Whether someone has heard Mike Doughty before, either with Soul Coughing or solo, or never heard him sing before, his voice combines the perfect amount of 90s grit and 2000s alternative and pop. The opening song “Sleepless” starts with a moderate tempo clap and is filled with a lingering steel guitar riff. Originally a slow building meditative track, it is now a bouncing, alternative rock track aimed at people willing to move while they listen.
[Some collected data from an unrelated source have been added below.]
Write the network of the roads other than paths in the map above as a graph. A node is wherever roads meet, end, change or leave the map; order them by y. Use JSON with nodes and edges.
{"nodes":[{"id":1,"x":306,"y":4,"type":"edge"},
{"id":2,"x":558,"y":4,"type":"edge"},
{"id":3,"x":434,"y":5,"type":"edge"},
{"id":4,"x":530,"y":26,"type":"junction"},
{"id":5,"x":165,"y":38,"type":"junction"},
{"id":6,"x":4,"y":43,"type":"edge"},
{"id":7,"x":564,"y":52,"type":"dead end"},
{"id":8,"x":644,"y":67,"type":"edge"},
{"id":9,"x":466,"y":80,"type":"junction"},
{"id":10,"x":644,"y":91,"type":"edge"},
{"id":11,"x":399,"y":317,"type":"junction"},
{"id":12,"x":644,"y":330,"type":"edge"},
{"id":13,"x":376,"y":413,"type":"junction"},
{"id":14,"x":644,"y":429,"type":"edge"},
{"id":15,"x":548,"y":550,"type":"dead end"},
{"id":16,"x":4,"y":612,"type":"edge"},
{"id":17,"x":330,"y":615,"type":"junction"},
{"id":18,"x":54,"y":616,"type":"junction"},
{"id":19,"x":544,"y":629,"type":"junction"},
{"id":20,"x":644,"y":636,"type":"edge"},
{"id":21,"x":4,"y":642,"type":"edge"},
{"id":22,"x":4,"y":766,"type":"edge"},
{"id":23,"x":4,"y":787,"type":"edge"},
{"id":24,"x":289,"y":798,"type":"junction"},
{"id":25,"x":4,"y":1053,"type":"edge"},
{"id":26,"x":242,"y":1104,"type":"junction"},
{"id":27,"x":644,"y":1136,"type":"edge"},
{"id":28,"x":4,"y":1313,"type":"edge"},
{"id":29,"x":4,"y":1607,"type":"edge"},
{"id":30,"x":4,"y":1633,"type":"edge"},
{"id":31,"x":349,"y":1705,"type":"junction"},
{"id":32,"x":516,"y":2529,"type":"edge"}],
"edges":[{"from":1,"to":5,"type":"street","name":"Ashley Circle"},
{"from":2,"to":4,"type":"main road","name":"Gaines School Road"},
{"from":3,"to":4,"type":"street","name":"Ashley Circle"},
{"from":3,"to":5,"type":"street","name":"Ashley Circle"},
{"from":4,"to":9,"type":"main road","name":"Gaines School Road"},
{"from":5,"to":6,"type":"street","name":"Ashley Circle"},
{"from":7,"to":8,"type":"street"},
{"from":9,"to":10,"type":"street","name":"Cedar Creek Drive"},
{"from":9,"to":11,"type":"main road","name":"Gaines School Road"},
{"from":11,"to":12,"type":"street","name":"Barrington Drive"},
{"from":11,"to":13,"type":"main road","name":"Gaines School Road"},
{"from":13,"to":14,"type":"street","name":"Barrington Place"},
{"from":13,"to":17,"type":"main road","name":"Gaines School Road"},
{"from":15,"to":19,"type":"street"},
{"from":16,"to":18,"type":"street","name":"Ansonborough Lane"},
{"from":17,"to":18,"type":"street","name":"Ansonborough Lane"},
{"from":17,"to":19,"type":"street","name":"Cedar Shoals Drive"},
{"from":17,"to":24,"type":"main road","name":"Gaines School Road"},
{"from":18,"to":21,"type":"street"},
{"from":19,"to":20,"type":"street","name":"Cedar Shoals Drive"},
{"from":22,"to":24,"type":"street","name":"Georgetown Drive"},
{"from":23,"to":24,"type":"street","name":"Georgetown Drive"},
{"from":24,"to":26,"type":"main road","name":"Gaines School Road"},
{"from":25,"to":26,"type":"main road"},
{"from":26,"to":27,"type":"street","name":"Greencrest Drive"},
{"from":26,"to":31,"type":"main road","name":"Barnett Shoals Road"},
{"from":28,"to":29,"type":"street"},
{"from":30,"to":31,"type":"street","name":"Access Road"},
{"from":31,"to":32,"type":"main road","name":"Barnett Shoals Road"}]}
The rest of the album follows this trend and never falls flat. “True Dreams of Wichita” most heavily demonstrates Doughty’s delicate balance between using original elements and his own changes. In this song he uses the same slow moving bass line, but infuses his own synth driven beats and makes the listener want to sing along. Doughty’s use of his own influences and synth beats completely revives the album as a whole, but never loses the original intensity.
“Mr. Bitterness” is one of the most different songs when compared to the original track. Doughty plays a soulful acoustic melody and shows his completely reinforced positively. “Everything moves along, everything is fine, fine, fine,” he sings in the following song, “The Idiot Kings.” This track is much brighter than the original, using a different key and another acoustic melody much like his revised “Maybe I’ll Come Down.”
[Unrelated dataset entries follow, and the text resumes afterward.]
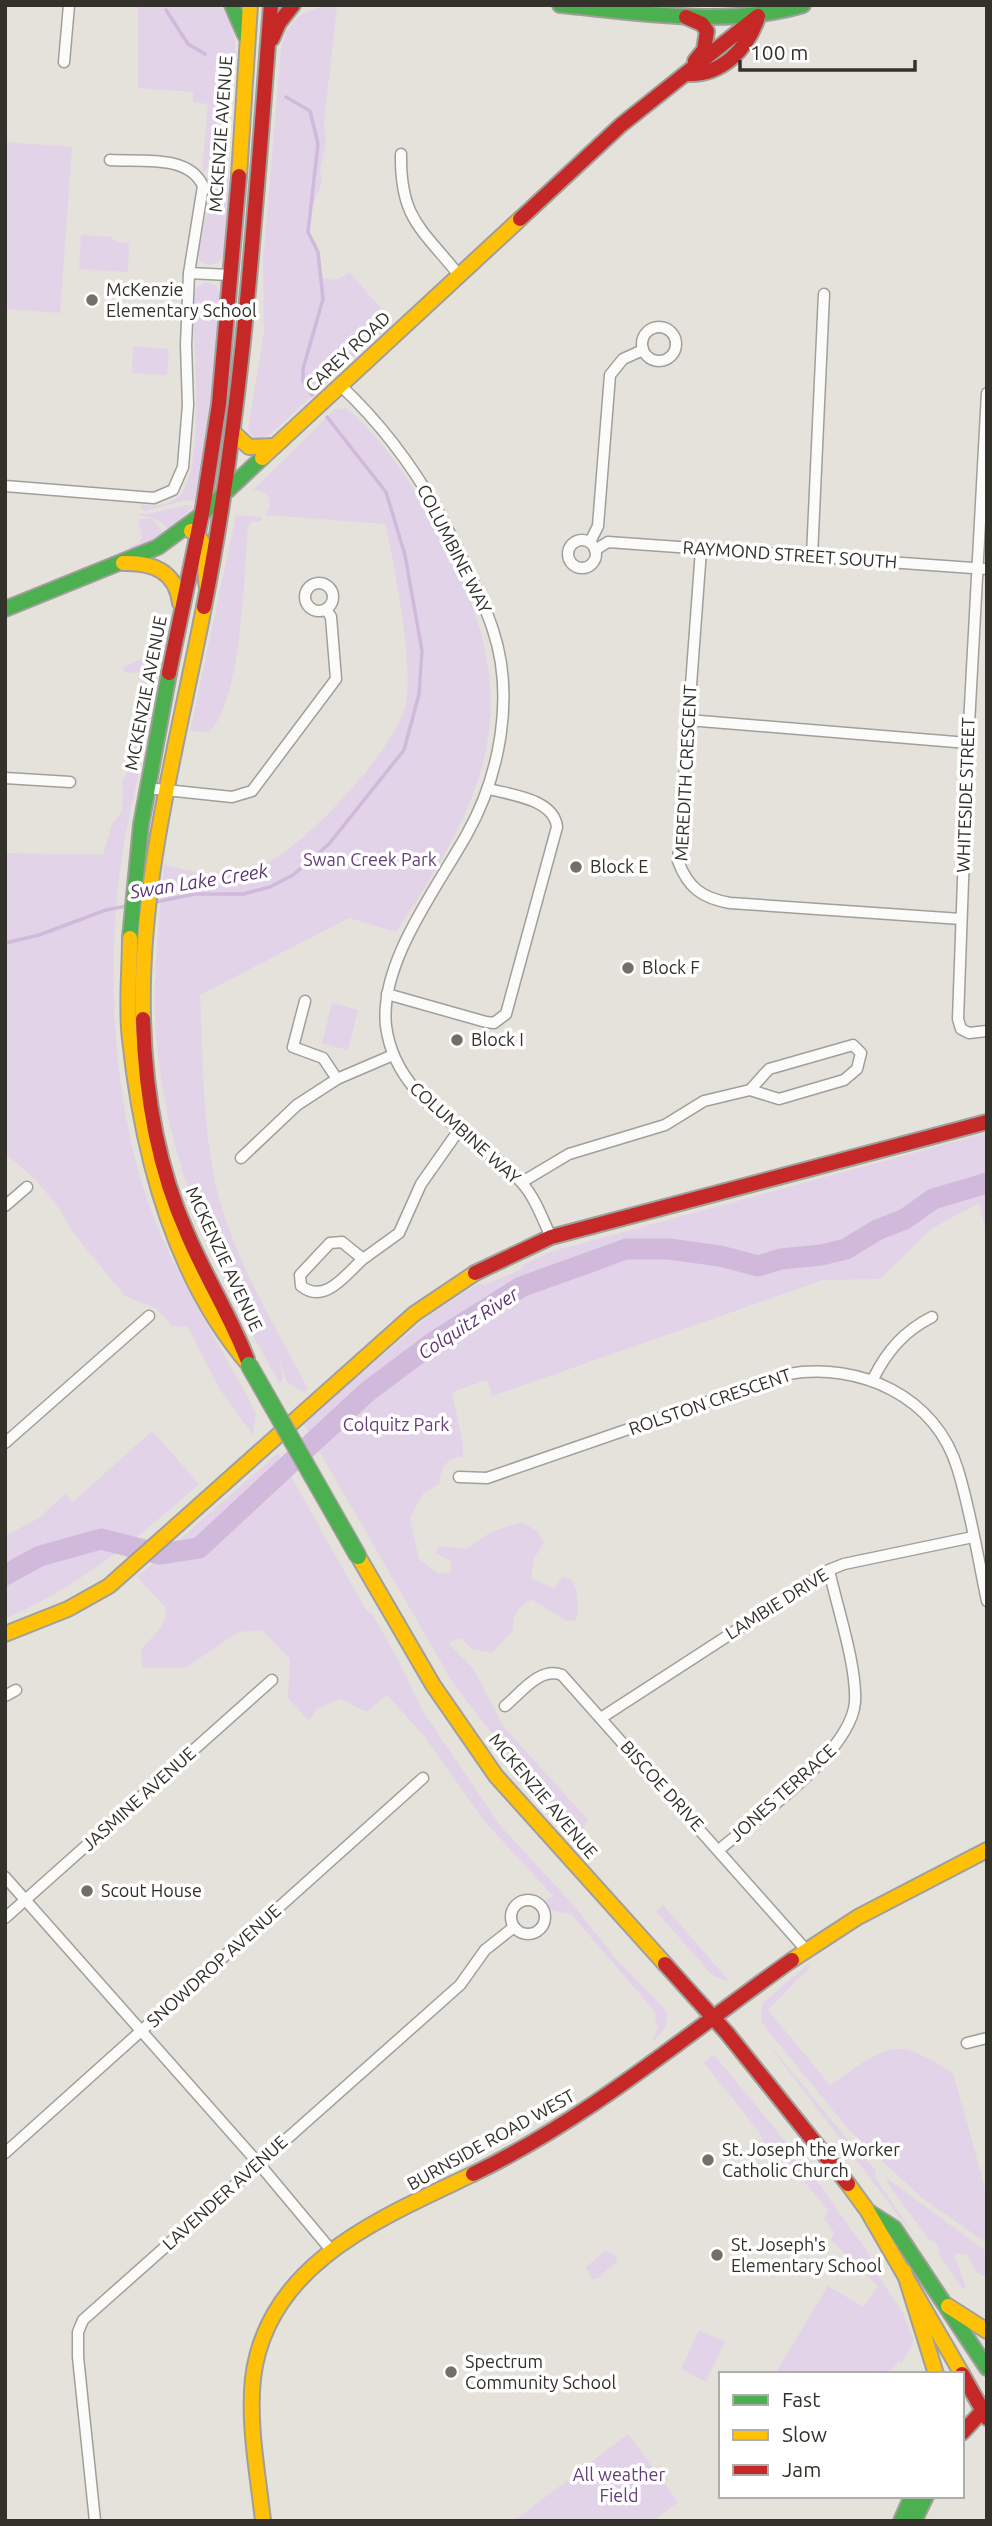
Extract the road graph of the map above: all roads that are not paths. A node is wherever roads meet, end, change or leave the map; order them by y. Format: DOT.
graph roads {
  1 [pos="69,5"];
  2 [pos="232,5"];
  3 [pos="250,5"];
  4 [pos="271,5"];
  5 [pos="293,5"];
  6 [pos="560,5"];
  7 [pos="803,5"];
  8 [pos="758,10"];
  9 [pos="672,13"];
  10 [pos="247,46"];
  11 [pos="267,51"];
  12 [pos="64,62"];
  13 [pos="688,75"];
  14 [pos="401,154"];
  15 [pos="110,160"];
  16 [pos="189,273"];
  17 [pos="458,274"];
  18 [pos="229,275"];
  19 [pos="824,294"];
  20 [pos="643,350"];
  21 [pos="341,386"];
  22 [pos="987,393"];
  23 [pos="235,433"];
  24 [pos="275,446"];
  25 [pos="5,486"];
  26 [pos="226,489"];
  27 [pos="200,516"];
  28 [pos="179,532"];
  29 [pos="197,533"];
  30 [pos="701,550"];
  31 [pos="812,556"];
  32 [pos="123,563"];
  33 [pos="982,568"];
  34 [pos="207,587"];
  35 [pos="326,609"];
  36 [pos="5,610"];
  37 [pos="180,617"];
  38 [pos="688,720"];
  39 [pos="968,743"];
  40 [pos="5,778"];
  41 [pos="70,782"];
  42 [pos="147,788"];
  43 [pos="489,789"];
  44 [pos="167,791"];
  45 [pos="961,919"];
  46 [pos="387,993"];
  47 [pos="305,1001"];
  48 [pos="987,1031"];
  49 [pos="393,1055"];
  50 [pos="337,1079"];
  51 [pos="750,1090"];
  52 [pos="987,1122"];
  53 [pos="459,1130"];
  54 [pos="241,1158"];
  55 [pos="522,1182"];
  56 [pos="27,1187"];
  57 [pos="5,1206"];
  58 [pos="551,1237"];
  59 [pos="363,1259"];
  60 [pos="149,1316"];
  61 [pos="932,1317"];
  62 [pos="249,1365"];
  63 [pos="873,1379"];
  64 [pos="5,1443"];
  65 [pos="459,1477"];
  66 [pos="973,1537"];
  67 [pos="829,1570"];
  68 [pos="987,1601"];
  69 [pos="5,1634"];
  70 [pos="272,1680"];
  71 [pos="16,1690"];
  72 [pos="5,1696"];
  73 [pos="505,1706"];
  74 [pos="601,1718"];
  75 [pos="423,1778"];
  76 [pos="719,1850"];
  77 [pos="987,1850"];
  78 [pos="5,1877"];
  79 [pos="26,1900"];
  80 [pos="5,1918"];
  81 [pos="514,1927"];
  82 [pos="807,1951"];
  83 [pos="713,2018"];
  84 [pos="143,2030"];
  85 [pos="987,2038"];
  86 [pos="967,2043"];
  87 [pos="5,2153"];
  88 [pos="260,2165"];
  89 [pos="867,2210"];
  90 [pos="331,2250"];
  91 [pos="904,2271"];
  92 [pos="948,2305"];
  93 [pos="987,2331"];
  94 [pos="987,2368"];
  95 [pos="936,2372"];
  96 [pos="961,2372"];
  97 [pos="964,2377"];
  98 [pos="985,2411"];
  99 [pos="964,2431"];
  100 [pos="911,2498"];
  101 [pos="925,2498"];
  102 [pos="95,2521"];
  103 [pos="263,2521"];
  104 [pos="901,2521"];
  105 [pos="914,2521"];
  1 -- 12 [label="street"];
  2 -- 10 [label="main road"];
  3 -- 10 [label="main road, MCKENZIE AVENUE"];
  4 -- 11 [label="main road, MCKENZIE AVENUE"];
  5 -- 11 [label="main road"];
  6 -- 9 [label="main road"];
  7 -- 8 [label="main road"];
  8 -- 9 [label="main road"];
  8 -- 13 [label="main road, CAREY ROAD"];
  9 -- 13 [label="main road"];
  10 -- 18 [label="main road, MCKENZIE AVENUE"];
  11 -- 23 [label="main road, MCKENZIE AVENUE"];
  13 -- 17 [label="main road, CAREY ROAD"];
  14 -- 17 [label="street"];
  15 -- 16 [label="street"];
  16 -- 18 [label="street"];
  16 -- 25 [label="street"];
  17 -- 21 [label="main road, CAREY ROAD"];
  18 -- 27 [label="main road, MCKENZIE AVENUE"];
  19 -- 31 [label="street"];
  20 -- 30 [label="street, RAYMOND STREET SOUTH"];
  21 -- 24 [label="main road, CAREY ROAD"];
  21 -- 43 [label="street, COLUMBINE WAY"];
  22 -- 33 [label="street, WHITESIDE STREET"];
  23 -- 24 [label="main road"];
  23 -- 26 [label="main road, MCKENZIE AVENUE"];
  24 -- 26 [label="main road, CAREY ROAD"];
  26 -- 27 [label="main road, CAREY ROAD"];
  26 -- 34 [label="main road, MCKENZIE AVENUE"];
  27 -- 28 [label="main road, CAREY ROAD"];
  27 -- 29 [label="main road, MCKENZIE AVENUE"];
  28 -- 29 [label="main road"];
  28 -- 32 [label="main road, CAREY ROAD"];
  29 -- 34 [label="main road"];
  29 -- 37 [label="main road, MCKENZIE AVENUE"];
  30 -- 31 [label="street, RAYMOND STREET SOUTH"];
  30 -- 38 [label="street, MEREDITH CRESCENT"];
  31 -- 33 [label="street, RAYMOND STREET SOUTH"];
  32 -- 36 [label="main road, CAREY ROAD"];
  32 -- 37 [label="main road"];
  33 -- 39 [label="street, WHITESIDE STREET"];
  34 -- 44 [label="main road, MCKENZIE AVENUE"];
  35 -- 44 [label="street"];
  37 -- 42 [label="main road, MCKENZIE AVENUE"];
  38 -- 39 [label="street"];
  38 -- 45 [label="street, MEREDITH CRESCENT"];
  39 -- 45 [label="street, WHITESIDE STREET"];
  40 -- 41 [label="street"];
  42 -- 44 [label="street"];
  42 -- 62 [label="main road, MCKENZIE AVENUE"];
  43 -- 46 [label="street, COLUMBINE WAY"];
  43 -- 46 [label="street"];
  44 -- 62 [label="main road, MCKENZIE AVENUE"];
  45 -- 48 [label="street, WHITESIDE STREET"];
  46 -- 49 [label="street, COLUMBINE WAY"];
  47 -- 50 [label="street"];
  49 -- 50 [label="street"];
  49 -- 53 [label="street, COLUMBINE WAY"];
  50 -- 54 [label="street"];
  51 -- 51 [label="street"];
  51 -- 55 [label="street"];
  52 -- 58 [label="main road"];
  53 -- 55 [label="street, COLUMBINE WAY"];
  53 -- 59 [label="street"];
  55 -- 58 [label="street, COLUMBINE WAY"];
  56 -- 57 [label="street"];
  58 -- 69 [label="main road"];
  59 -- 59 [label="street"];
  60 -- 64 [label="street"];
  61 -- 63 [label="street"];
  62 -- 83 [label="main road, MCKENZIE AVENUE, bridge"];
  63 -- 65 [label="street, ROLSTON CRESCENT"];
  63 -- 66 [label="street, ROLSTON CRESCENT"];
  66 -- 67 [label="street, LAMBIE DRIVE"];
  66 -- 68 [label="street, ROLSTON CRESCENT"];
  67 -- 74 [label="street, LAMBIE DRIVE"];
  67 -- 76 [label="street, JONES TERRACE"];
  70 -- 79 [label="street, JASMINE AVENUE"];
  71 -- 72 [label="street"];
  73 -- 74 [label="street, BISCOE DRIVE"];
  74 -- 76 [label="street, BISCOE DRIVE"];
  75 -- 84 [label="street, SNOWDROP AVENUE"];
  76 -- 82 [label="street, BISCOE DRIVE"];
  77 -- 82 [label="main road, BURNSIDE ROAD WEST"];
  78 -- 79 [label="street"];
  79 -- 80 [label="street, JASMINE AVENUE"];
  79 -- 84 [label="street"];
  81 -- 88 [label="street, LAVENDER AVENUE"];
  82 -- 83 [label="main road, BURNSIDE ROAD WEST"];
  83 -- 89 [label="main road, MCKENZIE AVENUE"];
  83 -- 90 [label="main road, BURNSIDE ROAD WEST"];
  84 -- 87 [label="street, SNOWDROP AVENUE"];
  84 -- 88 [label="street"];
  85 -- 86 [label="street"];
  88 -- 90 [label="street"];
  88 -- 102 [label="street, LAVENDER AVENUE"];
  89 -- 91 [label="main road, MCKENZIE AVENUE"];
  89 -- 92 [label="main road, MCKENZIE AVENUE"];
  90 -- 103 [label="main road, BURNSIDE ROAD WEST"];
  91 -- 95 [label="main road"];
  91 -- 96 [label="main road, MCKENZIE AVENUE"];
  92 -- 93 [label="main road"];
  92 -- 94 [label="main road, MCKENZIE AVENUE"];
  97 -- 98 [label="main road, MCKENZIE AVENUE"];
  98 -- 99 [label="main road"];
  100 -- 104 [label="main road"];
  101 -- 105 [label="main road"];
}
“Circles,” originally from Soul Coughing’s 1998 album El Oso, and “Super Bon Bon” from 1994’s Irresistible Bliss are considered their two most famous songs. It is somewhat surprising how drastic these songs were altered by Doughty, considering how they stapled they are to Soul Coughing’s 90s fame. “Circles” feels like it should be heard on a beach at sunset, with muted guitar chords and a quirky key board harmony. Both take a new life Doughty intended that is hard not to enjoy.
For someone who never heard Mike Doughty before, some of these songs could be off a Matt Kearney album or the newest Nine Inch Nails record. For old fans of Soul Coughing, listening to Mike Doughty’s will be a fascinating experience. Doughty was able to pump life in to his old work, while never completely losing the original core.